Task goal: When the data below is printed, every line must match exactly and the images must be absent.

Source data:
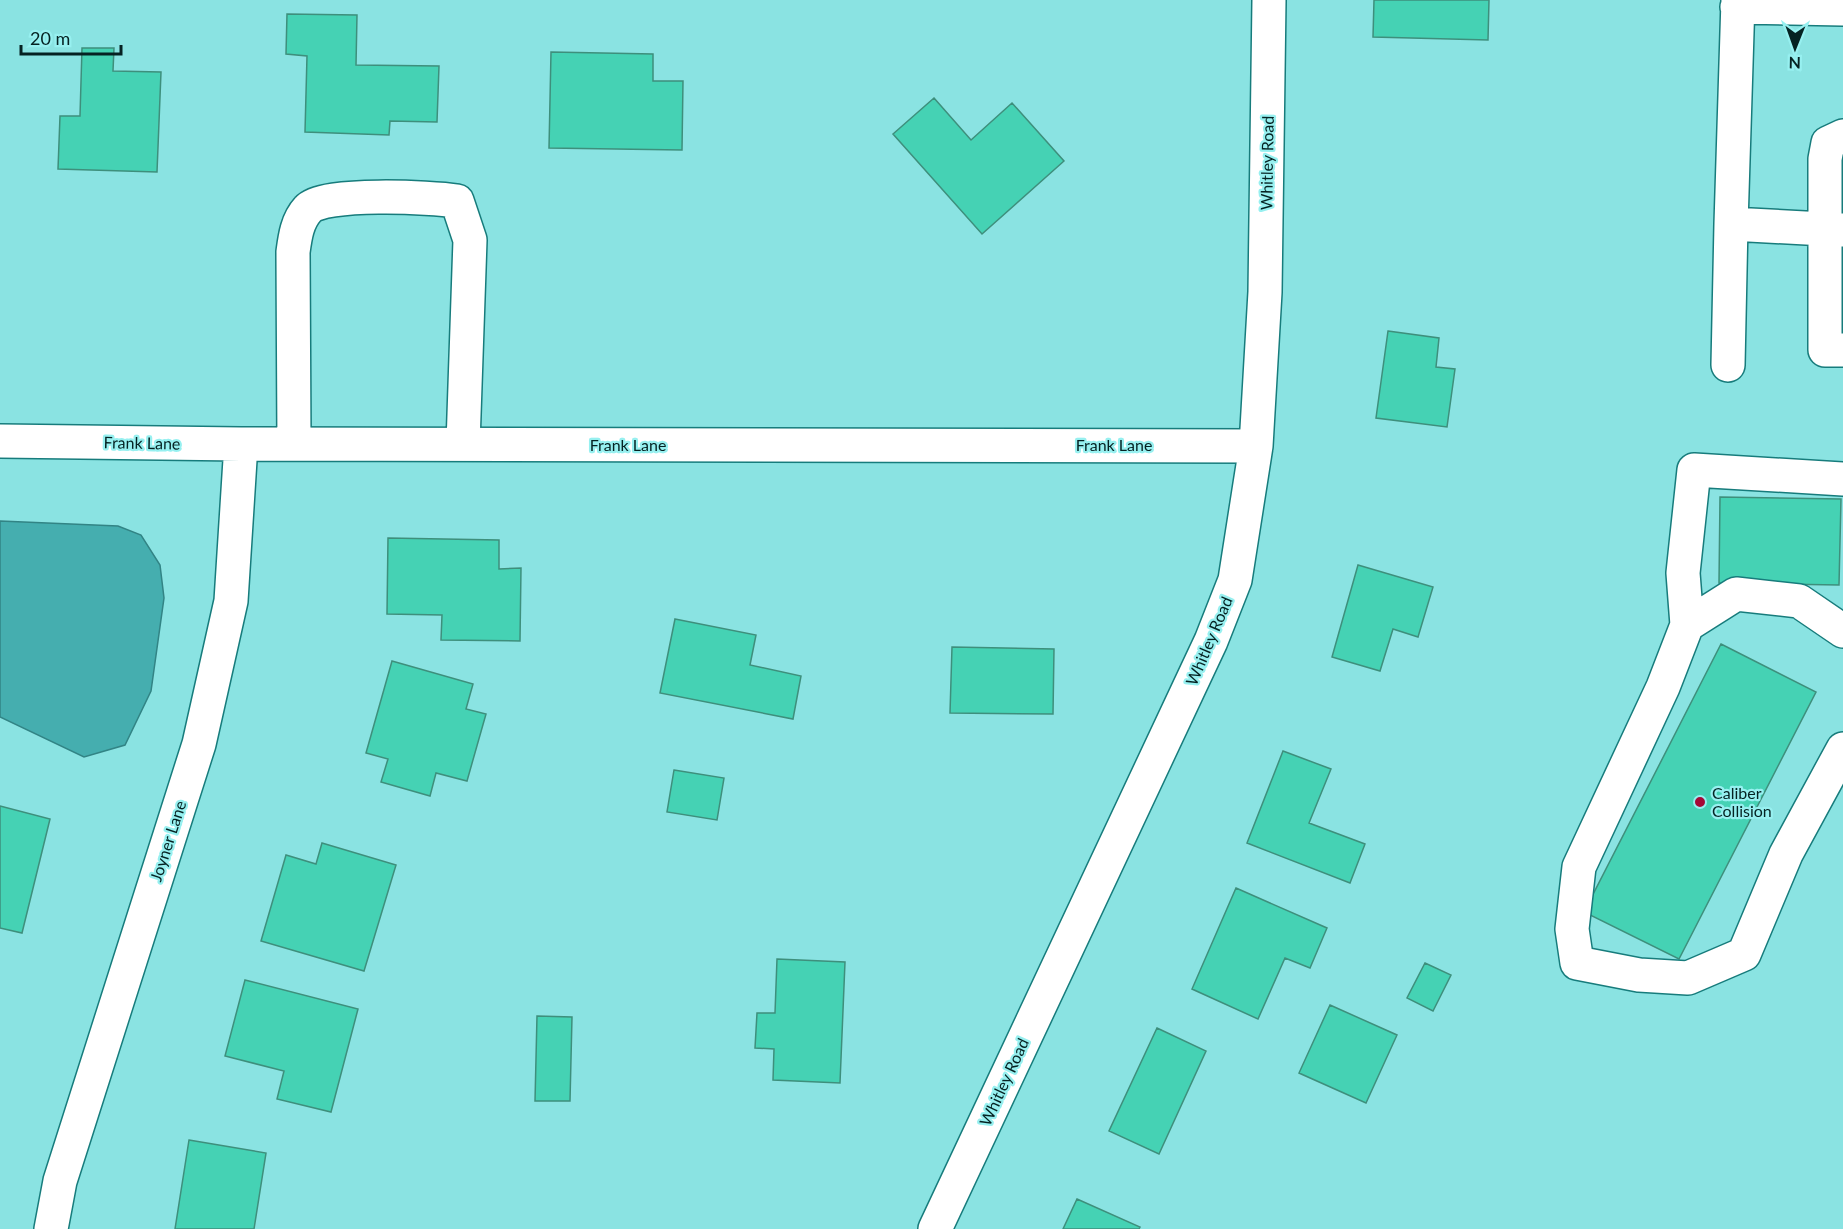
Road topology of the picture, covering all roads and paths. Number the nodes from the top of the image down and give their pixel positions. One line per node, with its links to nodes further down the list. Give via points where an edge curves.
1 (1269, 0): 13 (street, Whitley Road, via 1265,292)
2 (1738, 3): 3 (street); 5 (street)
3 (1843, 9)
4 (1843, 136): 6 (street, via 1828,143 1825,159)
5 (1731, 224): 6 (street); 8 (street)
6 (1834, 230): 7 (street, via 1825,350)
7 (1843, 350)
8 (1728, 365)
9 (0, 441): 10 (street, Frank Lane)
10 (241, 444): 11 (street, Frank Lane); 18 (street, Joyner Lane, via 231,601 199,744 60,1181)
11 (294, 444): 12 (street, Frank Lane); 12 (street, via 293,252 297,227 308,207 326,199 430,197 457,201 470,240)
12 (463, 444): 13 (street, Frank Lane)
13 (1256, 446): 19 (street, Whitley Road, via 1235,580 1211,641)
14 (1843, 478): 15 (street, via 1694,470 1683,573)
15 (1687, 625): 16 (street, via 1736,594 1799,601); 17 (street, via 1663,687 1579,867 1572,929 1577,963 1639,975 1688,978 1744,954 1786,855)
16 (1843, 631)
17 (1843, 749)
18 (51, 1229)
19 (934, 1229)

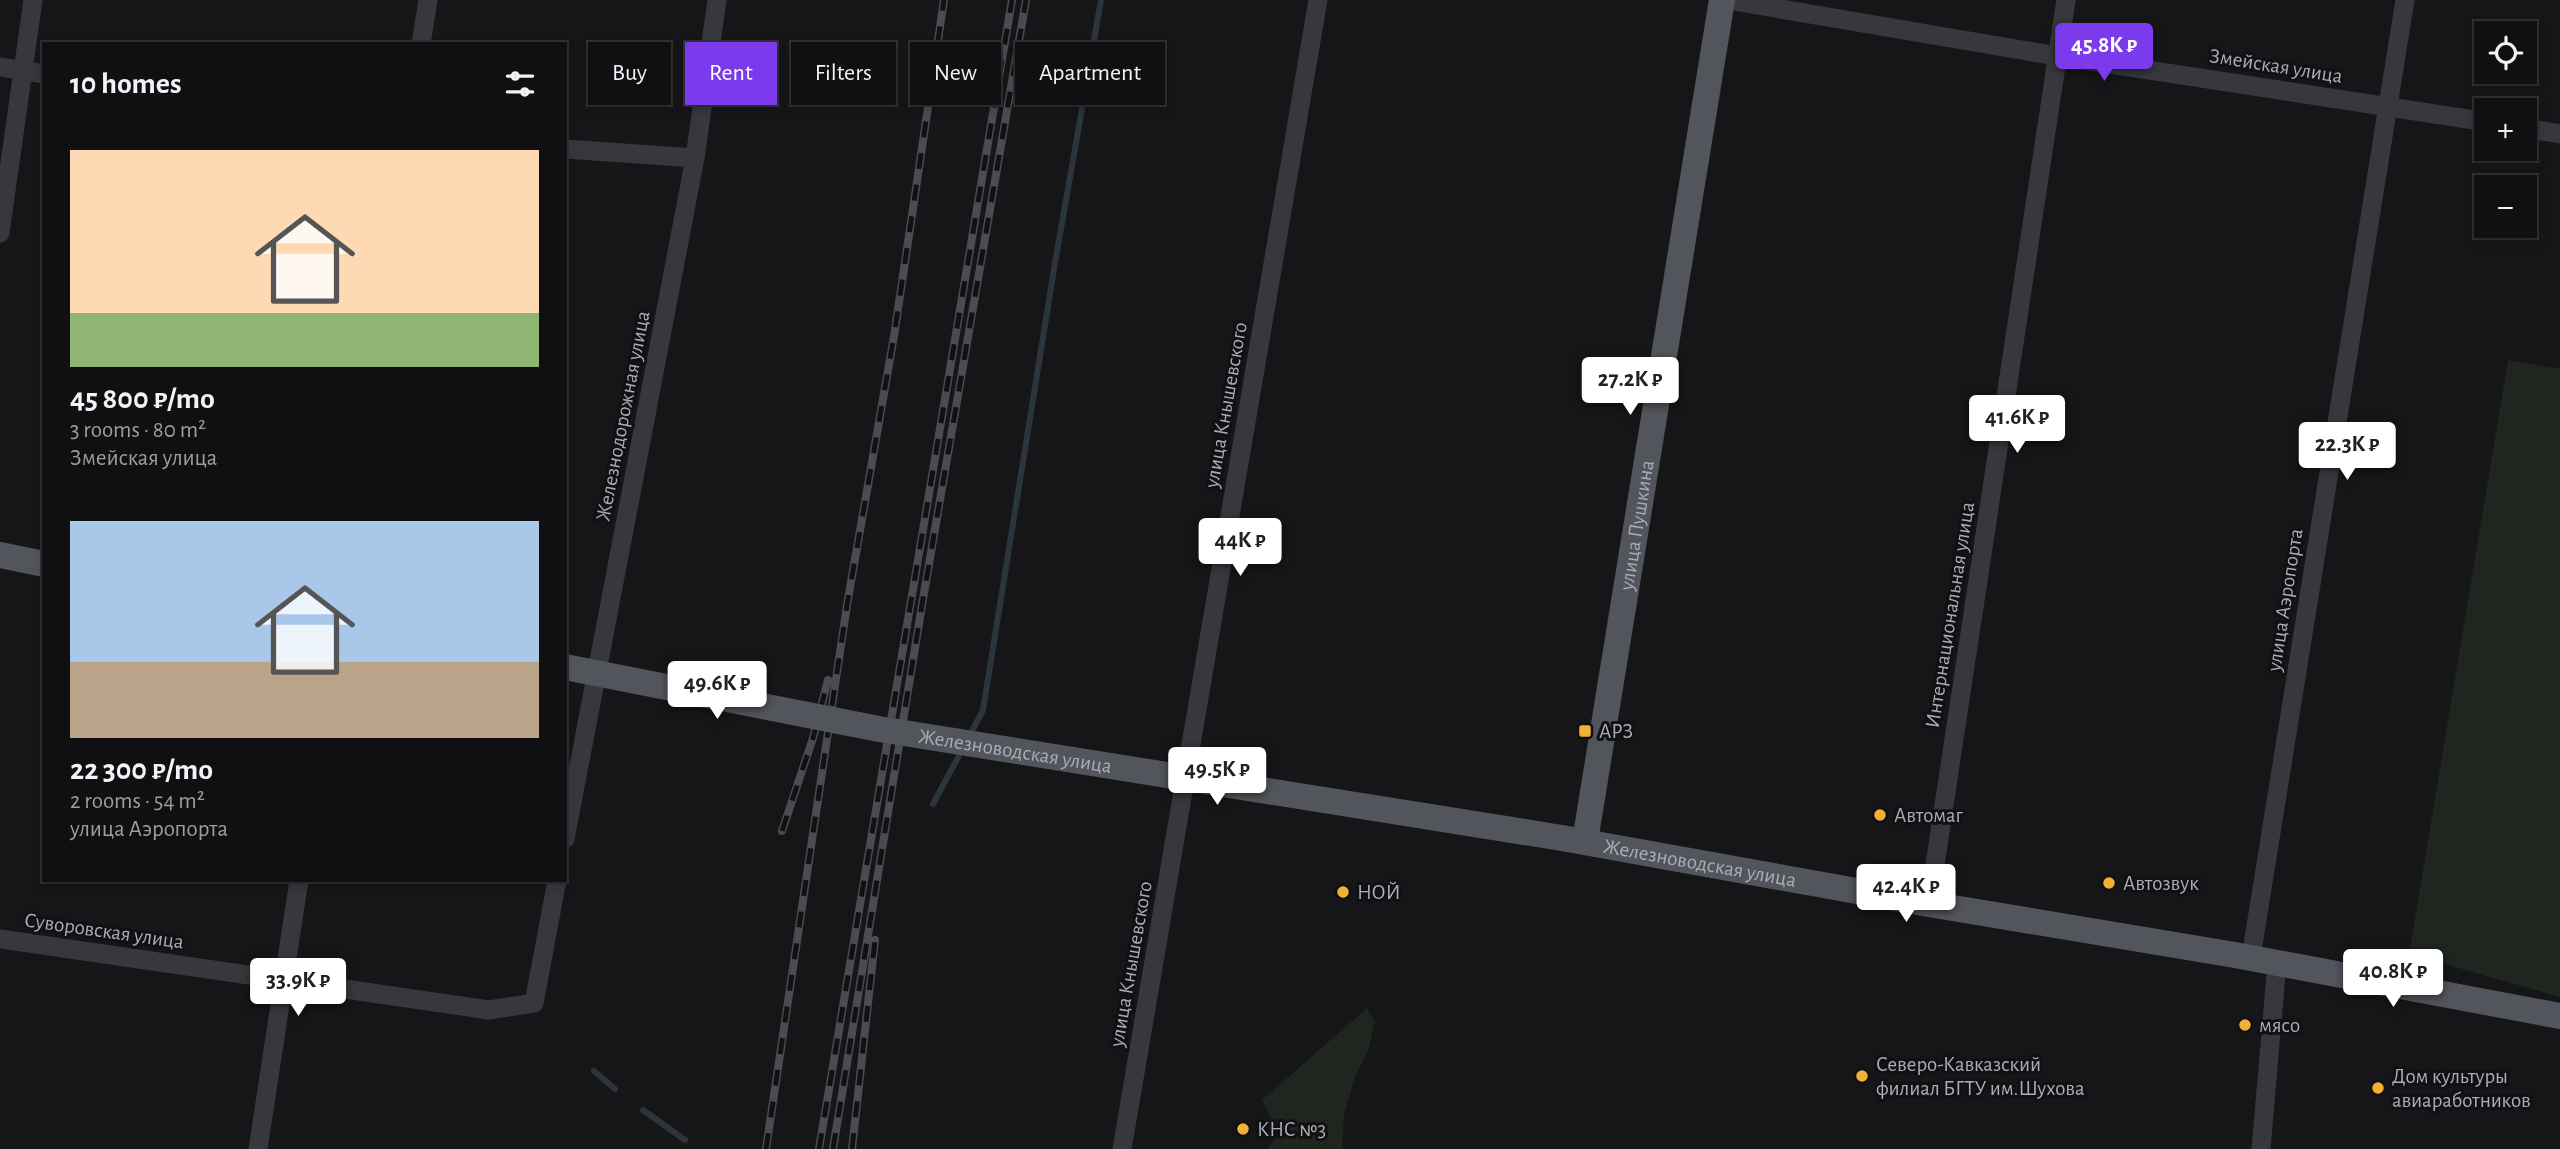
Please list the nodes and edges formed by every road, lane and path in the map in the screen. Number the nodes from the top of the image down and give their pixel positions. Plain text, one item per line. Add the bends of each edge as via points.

Answer to this problem:
Road topology of the picture, covering all roads and paths. Number the nodes from the top of the image down and give their pixel positions. One line per node, with its links to nodes further down the list. Give via points where an edge curves.
1 (1269, 0): 13 (street, Whitley Road, via 1265,292)
2 (1738, 3): 3 (street); 5 (street)
3 (1843, 9)
4 (1843, 136): 6 (street, via 1828,143 1825,159)
5 (1731, 224): 6 (street); 8 (street)
6 (1834, 230): 7 (street, via 1825,350)
7 (1843, 350)
8 (1728, 365)
9 (0, 441): 10 (street, Frank Lane)
10 (241, 444): 11 (street, Frank Lane); 18 (street, Joyner Lane, via 231,601 199,744 60,1181)
11 (294, 444): 12 (street, Frank Lane); 12 (street, via 293,252 297,227 308,207 326,199 430,197 457,201 470,240)
12 (463, 444): 13 (street, Frank Lane)
13 (1256, 446): 19 (street, Whitley Road, via 1235,580 1211,641)
14 (1843, 478): 15 (street, via 1694,470 1683,573)
15 (1687, 625): 16 (street, via 1736,594 1799,601); 17 (street, via 1663,687 1579,867 1572,929 1577,963 1639,975 1688,978 1744,954 1786,855)
16 (1843, 631)
17 (1843, 749)
18 (51, 1229)
19 (934, 1229)

Please list the nodes and edges formed by every road, lane and path in the map in the screen. Number the nodes from the top of the image down and give their pixel positions. Plain text, one item per line. Add the bends of each edge as via points.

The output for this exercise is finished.